We ended the week with a trip to Coyote Hills Regional Park to visit the Tuibun Ohlone Village site.  After talking about shelters and natural resources for some time, it was great to go out and walk through the marshes and see what the Ohlone people may have seen long ago.

Dino, our naturalist, first led us into the education room where we examined a large diorama of an Ohlone village.  They lived near a water source and got food and water from it.  The diorama also had cutaways of the inside of tule huts to show that the Ohlone used tule as a mattress and woven rabbit furs as additional bedding/blankets.  Sun shades were put up for protection from the sun while the Ohlone did the majority of their work outside preparing food, weaving baskets, creating clothes, making weapons.

We then made our way outside to see what an Ohlone hut of tule would have looked like.  Using willow branches as a frame, tule mats were woven and laid across the frame to create a shelter.  He said that they only slept and stored things in their huts.  All of the cooking, cleaning, and other daily work was done outside.  We each had a turn to go inside this recreated shelter.  This shelter was made by a few boy scouts.

Dino showed us how the Ohlone used wild lilac as soap!  Taking the blossom, you rub your hands together and crush it, and the saponin it contains produces a lather!  He told us it didn’t smell like lilac, but it had the effect of soap!

We made our way to the Tuibun Ohlone Village site.  Along the way, Dino pointed out tule, marsh wrens, coots (mud hens), egrets, ducks, and geese.  We even saw a turkey vulture when we arrived at the village site!

At the village site, Dino explained that it used to be an archeological site.  Any remains that were found there were reburied according to the Ohlone traditions at the Ohlone Cemetary in Fremont.  A recreated sweat lodge was made that kids could enter and sit in.  It had a very low entrance and it was very close inside.  Hot rocks were placed in the center.  Men would tell stories and repair weapons in preparation for the hunt.  Only men could hunt because of their belief that life givers, women, could not also be life takers.  To prepare themselves, Ohlone men needed to get rid of their scent by sweating it out.  There used to be a stream that ran along the sweat lodge, but it has since been redirected.

We also had a chance to sit in a recreated chief’s house.  It was a larger structure that allowed for many to enter and sit/stand comfortably.  Dino explained that the chief could be either male or female and that this responsibility would be passed down.

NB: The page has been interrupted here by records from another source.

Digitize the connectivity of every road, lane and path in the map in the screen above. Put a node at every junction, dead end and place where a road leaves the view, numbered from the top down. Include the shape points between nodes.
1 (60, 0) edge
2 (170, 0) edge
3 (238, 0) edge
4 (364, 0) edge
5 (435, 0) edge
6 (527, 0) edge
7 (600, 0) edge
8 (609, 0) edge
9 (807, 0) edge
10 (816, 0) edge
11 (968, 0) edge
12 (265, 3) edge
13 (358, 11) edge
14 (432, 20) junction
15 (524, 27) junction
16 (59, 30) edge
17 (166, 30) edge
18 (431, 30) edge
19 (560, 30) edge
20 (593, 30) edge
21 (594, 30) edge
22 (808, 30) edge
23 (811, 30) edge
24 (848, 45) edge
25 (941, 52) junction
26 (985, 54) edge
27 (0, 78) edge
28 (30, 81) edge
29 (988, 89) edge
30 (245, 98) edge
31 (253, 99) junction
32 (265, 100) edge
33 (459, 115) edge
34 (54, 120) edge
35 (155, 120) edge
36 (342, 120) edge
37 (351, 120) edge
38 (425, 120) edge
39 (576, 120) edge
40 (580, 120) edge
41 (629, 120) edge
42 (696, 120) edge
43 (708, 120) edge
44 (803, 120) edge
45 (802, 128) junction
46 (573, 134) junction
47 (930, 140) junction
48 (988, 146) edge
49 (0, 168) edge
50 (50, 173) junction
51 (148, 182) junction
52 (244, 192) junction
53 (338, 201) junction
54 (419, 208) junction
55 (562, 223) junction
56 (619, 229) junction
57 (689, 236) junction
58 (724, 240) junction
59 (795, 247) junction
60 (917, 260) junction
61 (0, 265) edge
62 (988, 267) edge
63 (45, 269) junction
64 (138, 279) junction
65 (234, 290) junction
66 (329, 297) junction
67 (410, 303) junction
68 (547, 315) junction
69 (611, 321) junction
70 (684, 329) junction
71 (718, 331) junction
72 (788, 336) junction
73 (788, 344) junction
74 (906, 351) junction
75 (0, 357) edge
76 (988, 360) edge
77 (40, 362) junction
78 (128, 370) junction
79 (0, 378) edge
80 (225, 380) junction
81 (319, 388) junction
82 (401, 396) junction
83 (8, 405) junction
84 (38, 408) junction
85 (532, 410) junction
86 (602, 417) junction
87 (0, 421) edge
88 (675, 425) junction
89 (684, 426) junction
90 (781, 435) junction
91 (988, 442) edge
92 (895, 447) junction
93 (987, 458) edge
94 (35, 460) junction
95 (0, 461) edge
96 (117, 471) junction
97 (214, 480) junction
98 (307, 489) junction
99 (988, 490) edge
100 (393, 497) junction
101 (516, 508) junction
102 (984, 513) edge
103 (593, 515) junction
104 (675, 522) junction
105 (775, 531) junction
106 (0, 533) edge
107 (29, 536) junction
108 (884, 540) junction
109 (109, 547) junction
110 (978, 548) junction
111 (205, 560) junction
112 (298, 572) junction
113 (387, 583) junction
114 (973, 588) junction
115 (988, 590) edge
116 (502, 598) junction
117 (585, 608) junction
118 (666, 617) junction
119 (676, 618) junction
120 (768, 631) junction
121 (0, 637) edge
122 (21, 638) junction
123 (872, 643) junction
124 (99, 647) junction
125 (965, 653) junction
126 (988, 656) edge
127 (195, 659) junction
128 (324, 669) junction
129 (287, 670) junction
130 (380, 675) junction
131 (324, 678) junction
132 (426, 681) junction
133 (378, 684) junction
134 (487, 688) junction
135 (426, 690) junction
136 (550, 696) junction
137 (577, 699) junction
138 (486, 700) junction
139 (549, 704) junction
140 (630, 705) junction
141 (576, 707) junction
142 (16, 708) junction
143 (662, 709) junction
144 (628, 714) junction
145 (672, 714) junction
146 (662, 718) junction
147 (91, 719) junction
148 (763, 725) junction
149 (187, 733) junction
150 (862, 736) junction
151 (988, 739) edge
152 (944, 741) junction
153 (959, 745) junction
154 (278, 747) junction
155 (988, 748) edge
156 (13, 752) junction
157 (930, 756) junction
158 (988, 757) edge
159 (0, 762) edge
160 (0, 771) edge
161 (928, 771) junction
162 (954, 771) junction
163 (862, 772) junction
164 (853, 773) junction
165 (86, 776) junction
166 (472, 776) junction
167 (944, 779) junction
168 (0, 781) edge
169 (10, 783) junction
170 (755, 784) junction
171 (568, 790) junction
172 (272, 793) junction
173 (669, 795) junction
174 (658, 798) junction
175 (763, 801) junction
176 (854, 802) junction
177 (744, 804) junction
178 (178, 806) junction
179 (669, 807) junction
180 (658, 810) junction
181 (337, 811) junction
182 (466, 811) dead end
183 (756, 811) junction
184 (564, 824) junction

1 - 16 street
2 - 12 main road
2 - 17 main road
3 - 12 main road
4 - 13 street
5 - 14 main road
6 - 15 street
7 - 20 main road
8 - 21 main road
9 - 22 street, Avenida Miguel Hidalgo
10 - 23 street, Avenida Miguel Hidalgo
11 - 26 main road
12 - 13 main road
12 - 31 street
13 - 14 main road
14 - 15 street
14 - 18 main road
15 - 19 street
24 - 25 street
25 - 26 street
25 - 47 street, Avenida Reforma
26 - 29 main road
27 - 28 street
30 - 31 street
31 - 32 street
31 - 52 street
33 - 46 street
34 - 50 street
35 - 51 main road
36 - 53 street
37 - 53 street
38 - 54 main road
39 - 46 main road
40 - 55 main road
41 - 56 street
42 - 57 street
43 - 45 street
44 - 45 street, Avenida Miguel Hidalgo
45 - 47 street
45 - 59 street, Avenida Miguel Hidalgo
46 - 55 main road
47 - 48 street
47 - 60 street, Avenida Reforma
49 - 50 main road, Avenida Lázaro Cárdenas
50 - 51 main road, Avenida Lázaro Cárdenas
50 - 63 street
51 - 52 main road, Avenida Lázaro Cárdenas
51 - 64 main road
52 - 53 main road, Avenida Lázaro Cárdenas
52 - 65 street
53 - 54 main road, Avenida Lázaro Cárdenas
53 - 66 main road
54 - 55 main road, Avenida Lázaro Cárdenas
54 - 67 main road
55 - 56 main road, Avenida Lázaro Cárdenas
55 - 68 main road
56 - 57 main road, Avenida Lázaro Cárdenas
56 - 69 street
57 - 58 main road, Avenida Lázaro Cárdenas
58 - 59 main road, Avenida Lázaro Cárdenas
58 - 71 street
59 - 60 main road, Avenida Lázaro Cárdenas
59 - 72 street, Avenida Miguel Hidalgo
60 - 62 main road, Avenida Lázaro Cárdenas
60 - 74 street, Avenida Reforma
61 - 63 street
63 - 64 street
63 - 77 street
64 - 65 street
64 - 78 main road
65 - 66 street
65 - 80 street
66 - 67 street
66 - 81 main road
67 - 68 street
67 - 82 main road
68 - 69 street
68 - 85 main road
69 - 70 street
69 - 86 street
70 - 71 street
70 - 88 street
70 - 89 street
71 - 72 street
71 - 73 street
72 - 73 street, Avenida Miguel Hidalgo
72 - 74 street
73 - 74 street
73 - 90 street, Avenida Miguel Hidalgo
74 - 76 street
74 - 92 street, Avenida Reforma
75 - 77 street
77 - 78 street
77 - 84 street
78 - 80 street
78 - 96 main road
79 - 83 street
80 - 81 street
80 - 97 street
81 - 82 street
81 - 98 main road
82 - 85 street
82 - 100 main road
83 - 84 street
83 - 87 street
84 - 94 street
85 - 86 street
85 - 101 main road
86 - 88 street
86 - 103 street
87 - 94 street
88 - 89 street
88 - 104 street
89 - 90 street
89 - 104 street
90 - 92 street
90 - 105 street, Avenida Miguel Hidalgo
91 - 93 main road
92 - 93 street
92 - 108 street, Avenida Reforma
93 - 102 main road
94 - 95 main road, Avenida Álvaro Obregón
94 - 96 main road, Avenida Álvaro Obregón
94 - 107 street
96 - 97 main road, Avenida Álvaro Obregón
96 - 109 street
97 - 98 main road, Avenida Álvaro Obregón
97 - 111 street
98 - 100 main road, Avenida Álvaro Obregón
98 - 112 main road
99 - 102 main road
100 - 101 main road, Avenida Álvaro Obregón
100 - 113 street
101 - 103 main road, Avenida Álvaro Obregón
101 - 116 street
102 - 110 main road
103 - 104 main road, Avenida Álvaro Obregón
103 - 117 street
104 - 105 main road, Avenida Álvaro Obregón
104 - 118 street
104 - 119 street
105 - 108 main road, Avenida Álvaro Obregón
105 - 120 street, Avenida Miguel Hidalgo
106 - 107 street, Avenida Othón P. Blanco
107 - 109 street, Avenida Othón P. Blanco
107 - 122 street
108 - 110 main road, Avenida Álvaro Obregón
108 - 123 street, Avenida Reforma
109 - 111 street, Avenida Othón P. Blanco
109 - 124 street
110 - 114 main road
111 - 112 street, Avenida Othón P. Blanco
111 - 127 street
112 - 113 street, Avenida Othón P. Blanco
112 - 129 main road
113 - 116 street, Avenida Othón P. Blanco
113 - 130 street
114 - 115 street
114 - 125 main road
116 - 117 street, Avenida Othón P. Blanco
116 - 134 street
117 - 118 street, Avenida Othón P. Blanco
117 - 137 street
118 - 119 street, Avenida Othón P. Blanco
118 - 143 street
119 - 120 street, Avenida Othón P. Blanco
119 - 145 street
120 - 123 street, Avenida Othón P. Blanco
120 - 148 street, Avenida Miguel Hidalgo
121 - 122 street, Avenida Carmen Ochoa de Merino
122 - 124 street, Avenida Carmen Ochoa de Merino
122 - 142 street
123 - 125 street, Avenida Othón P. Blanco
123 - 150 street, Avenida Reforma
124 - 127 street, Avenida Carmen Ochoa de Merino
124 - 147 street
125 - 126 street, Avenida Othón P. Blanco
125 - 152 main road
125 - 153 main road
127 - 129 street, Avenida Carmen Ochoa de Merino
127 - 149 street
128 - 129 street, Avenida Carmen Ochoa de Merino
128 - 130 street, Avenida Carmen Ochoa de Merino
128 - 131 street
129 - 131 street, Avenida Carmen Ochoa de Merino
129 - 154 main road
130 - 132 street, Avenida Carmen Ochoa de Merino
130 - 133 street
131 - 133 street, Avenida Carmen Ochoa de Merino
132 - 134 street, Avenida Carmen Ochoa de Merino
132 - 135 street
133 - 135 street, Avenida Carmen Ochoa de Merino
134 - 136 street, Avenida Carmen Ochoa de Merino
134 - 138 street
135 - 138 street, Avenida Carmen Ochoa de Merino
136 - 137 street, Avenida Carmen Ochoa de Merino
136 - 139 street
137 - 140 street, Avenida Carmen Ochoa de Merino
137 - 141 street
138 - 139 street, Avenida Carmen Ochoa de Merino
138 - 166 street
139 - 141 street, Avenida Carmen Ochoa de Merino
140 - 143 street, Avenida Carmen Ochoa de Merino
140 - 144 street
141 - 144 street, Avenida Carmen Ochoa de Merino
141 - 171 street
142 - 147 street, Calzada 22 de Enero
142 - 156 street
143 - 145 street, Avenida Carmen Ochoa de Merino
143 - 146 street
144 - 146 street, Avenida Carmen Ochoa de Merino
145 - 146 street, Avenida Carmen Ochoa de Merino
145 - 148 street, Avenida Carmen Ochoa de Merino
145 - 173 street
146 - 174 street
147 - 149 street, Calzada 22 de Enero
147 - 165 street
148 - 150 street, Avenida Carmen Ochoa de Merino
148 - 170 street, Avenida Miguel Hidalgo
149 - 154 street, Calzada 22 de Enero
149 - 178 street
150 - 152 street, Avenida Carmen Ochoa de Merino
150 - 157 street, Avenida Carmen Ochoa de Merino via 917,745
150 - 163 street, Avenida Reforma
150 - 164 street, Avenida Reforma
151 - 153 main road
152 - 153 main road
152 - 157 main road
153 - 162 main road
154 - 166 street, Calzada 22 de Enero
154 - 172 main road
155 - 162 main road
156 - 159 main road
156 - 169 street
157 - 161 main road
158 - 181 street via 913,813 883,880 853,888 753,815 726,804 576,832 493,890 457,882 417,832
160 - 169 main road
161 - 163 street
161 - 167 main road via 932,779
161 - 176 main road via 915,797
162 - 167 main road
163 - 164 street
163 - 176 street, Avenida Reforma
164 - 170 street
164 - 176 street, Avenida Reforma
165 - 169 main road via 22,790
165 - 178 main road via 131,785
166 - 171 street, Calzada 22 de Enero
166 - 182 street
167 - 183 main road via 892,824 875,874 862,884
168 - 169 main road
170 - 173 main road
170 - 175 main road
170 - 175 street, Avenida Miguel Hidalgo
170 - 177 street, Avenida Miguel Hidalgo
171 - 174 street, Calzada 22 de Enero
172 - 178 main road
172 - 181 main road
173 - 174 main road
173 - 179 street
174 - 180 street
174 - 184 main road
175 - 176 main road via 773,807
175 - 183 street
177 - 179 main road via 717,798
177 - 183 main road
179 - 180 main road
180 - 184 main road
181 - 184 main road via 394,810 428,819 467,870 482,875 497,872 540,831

Before leaving the site, Dino showed us how the Ohlone would often trim the willow tree down so that straight new shoots would grow.  He demonstrated a technique that elders passed down from generation to generation of how to strip willow branches to ready them for basket making.  We also looked at oyster and snail shells that were left behind from long ago and thought about those who came before us.

Back at the visitor center, Dino spoke more about the Ohlone way of life.  The different clothes that men and women wore, and how they would hunt and gather their food.  We also had some time to spend in the exhibition hall, looking at different dioramas of animals from different ecosystems.

Looking forward to short, rainy week with the Temescalians, and meeting with you during conferences on Thursday and Friday!

Also, we’ll be celebrating Pi Day on Monday, 3/14!  Please bring in a pie if you’d like!